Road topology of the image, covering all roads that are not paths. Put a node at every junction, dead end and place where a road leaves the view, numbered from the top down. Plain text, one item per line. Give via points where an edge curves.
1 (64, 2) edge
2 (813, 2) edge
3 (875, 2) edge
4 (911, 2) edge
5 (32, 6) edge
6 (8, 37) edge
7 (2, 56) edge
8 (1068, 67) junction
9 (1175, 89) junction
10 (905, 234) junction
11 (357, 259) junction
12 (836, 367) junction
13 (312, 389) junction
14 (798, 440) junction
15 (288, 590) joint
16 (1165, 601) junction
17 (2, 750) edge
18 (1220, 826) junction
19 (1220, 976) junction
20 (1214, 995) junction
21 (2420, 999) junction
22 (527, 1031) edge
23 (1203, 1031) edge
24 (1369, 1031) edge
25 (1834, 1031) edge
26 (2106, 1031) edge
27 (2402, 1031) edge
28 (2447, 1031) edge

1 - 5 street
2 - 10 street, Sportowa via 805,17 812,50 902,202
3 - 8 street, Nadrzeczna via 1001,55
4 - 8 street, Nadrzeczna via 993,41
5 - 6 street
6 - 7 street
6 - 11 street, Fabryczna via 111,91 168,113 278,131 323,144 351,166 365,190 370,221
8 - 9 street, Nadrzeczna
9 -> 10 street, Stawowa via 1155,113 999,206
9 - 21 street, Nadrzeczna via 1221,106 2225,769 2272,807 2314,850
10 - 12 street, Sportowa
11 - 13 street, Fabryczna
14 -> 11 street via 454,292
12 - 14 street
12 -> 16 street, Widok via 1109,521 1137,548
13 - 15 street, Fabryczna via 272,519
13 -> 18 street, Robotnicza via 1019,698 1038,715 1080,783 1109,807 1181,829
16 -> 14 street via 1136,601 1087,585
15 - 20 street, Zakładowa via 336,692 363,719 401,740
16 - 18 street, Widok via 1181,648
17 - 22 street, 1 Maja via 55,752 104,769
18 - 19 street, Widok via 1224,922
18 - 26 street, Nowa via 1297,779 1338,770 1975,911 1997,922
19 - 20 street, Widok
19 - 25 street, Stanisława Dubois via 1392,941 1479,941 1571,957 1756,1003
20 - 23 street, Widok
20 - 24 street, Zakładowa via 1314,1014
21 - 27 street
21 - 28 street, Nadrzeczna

******************************

To do: Copy every line that contains "Zakładowa" from the listing above.

The completed task:
15 - 20 street, Zakładowa via 336,692 363,719 401,740
20 - 24 street, Zakładowa via 1314,1014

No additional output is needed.